笑いという抵抗 ネオレアリズモを蘇らせた理由 〜ドラマ『マスター・オブ・ゼロ』シーズン2 〜



 『マスター・オブ・ゼロ』シーズン1は、ネットフリックスのオリジナル作品として2015年11月に配信され、人気を集めた。役者を生業とするインド系アメリカ人デフが主人公のコメディーである本作は、ニューヨークに住むマイノリティーの日常を小気味よい会話劇という形で描いている。一方で、差別などの社会問題に切り込んでいくのも魅力のひとつだ。たとえば、シーズン1第4話の「インド人・オン・TV」では、役者仲間に〈差別野郎が死んで俺たちの時代だ〉とハイタッチを求められるが、〈人が死んだんだ。
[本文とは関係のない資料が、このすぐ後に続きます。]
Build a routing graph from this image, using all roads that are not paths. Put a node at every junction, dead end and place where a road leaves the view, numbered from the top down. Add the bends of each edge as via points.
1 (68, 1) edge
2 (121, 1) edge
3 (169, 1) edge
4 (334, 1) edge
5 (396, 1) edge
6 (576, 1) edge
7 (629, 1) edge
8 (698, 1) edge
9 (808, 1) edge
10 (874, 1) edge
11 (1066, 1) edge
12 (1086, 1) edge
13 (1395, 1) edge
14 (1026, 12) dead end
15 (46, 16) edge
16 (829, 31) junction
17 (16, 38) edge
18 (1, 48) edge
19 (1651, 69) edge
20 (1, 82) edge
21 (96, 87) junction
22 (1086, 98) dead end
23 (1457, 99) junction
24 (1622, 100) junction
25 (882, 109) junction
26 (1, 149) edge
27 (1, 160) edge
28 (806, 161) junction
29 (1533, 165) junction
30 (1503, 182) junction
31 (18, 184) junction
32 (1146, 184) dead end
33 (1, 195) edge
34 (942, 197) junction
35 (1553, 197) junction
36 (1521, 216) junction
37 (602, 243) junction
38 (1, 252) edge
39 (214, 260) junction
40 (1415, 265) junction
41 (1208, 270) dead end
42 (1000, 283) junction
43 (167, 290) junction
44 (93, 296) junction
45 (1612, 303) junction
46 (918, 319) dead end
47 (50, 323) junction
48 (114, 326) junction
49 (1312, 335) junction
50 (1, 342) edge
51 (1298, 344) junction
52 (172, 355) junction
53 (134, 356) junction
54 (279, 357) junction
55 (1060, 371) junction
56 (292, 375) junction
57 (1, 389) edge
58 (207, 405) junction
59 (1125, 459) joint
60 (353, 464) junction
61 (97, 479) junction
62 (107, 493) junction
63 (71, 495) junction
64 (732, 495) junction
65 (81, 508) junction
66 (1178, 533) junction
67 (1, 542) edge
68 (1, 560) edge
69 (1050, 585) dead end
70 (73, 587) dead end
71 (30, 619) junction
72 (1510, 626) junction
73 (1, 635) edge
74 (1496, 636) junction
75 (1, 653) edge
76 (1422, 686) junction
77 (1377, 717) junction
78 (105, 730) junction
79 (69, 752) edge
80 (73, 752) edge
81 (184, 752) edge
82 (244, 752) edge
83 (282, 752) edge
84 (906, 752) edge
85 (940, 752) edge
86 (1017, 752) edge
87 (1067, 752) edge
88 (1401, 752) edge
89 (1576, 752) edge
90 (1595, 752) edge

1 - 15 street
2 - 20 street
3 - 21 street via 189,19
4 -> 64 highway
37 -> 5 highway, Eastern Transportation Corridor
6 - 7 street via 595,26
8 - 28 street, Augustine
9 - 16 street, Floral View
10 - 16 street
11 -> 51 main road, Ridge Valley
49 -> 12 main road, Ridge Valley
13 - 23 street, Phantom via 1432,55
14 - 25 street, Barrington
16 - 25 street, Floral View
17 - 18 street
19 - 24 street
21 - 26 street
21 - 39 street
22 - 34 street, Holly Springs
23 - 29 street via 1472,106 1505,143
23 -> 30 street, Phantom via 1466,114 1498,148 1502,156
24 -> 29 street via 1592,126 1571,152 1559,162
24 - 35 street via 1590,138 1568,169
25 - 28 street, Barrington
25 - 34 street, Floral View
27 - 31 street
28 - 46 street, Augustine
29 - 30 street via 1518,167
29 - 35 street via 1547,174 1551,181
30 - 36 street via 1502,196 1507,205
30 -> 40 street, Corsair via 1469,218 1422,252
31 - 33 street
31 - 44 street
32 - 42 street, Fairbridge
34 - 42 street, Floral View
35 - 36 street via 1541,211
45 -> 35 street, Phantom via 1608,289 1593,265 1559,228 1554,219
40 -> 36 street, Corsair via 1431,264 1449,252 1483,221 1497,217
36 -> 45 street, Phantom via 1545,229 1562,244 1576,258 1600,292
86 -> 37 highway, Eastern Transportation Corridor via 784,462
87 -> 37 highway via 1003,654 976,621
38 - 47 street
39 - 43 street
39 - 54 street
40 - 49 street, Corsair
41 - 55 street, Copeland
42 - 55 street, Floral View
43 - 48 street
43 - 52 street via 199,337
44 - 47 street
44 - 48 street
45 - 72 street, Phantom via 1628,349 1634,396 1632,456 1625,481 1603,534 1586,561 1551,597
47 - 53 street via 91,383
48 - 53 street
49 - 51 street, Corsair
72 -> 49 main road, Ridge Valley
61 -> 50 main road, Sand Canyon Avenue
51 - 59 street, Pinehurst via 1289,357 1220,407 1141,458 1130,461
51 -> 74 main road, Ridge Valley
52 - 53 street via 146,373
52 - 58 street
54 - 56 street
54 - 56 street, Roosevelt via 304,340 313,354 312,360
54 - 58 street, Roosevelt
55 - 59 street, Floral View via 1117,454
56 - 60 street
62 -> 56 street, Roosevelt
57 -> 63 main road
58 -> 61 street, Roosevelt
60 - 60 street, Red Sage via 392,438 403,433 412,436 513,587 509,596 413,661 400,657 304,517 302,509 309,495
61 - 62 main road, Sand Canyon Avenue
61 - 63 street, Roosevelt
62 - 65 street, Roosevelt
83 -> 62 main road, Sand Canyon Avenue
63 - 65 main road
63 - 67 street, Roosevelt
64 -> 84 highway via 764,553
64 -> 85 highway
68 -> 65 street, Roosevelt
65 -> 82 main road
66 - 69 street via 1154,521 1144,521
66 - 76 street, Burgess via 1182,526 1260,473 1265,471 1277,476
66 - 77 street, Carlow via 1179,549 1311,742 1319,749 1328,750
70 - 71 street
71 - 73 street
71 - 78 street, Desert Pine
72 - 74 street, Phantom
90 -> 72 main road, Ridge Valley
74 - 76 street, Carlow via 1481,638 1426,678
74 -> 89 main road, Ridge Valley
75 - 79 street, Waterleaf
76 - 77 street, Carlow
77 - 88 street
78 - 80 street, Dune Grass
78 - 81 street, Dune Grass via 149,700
ハイタッチはしない〉と返すやりとりがある。このやりとりは、製作総指揮を務めるアジズ・アンサリの信念が見られるシーンだ。
 そのアンサリはデフも演じている。アンサリもデフと同じくインド系アメリカ人で、そんなアンサリの実体験が本作には反映されている。ゆえに本作の物語は創作でありながら、生々しい匂いを放つ。もちろんアンサリは売れっ子のコメディアンだから、随所で笑いはある。しかし、筆者が本作に惹かれたのは、その笑いからこぼれ落ちる感情だ。そこには笑いだけでなく、マイノリティーとして生きていくうえでの哀しさであったり、やるせなさが滲んでいる。それでも笑いを選ぶところに、アンサリの矜持を感じずにはいられない。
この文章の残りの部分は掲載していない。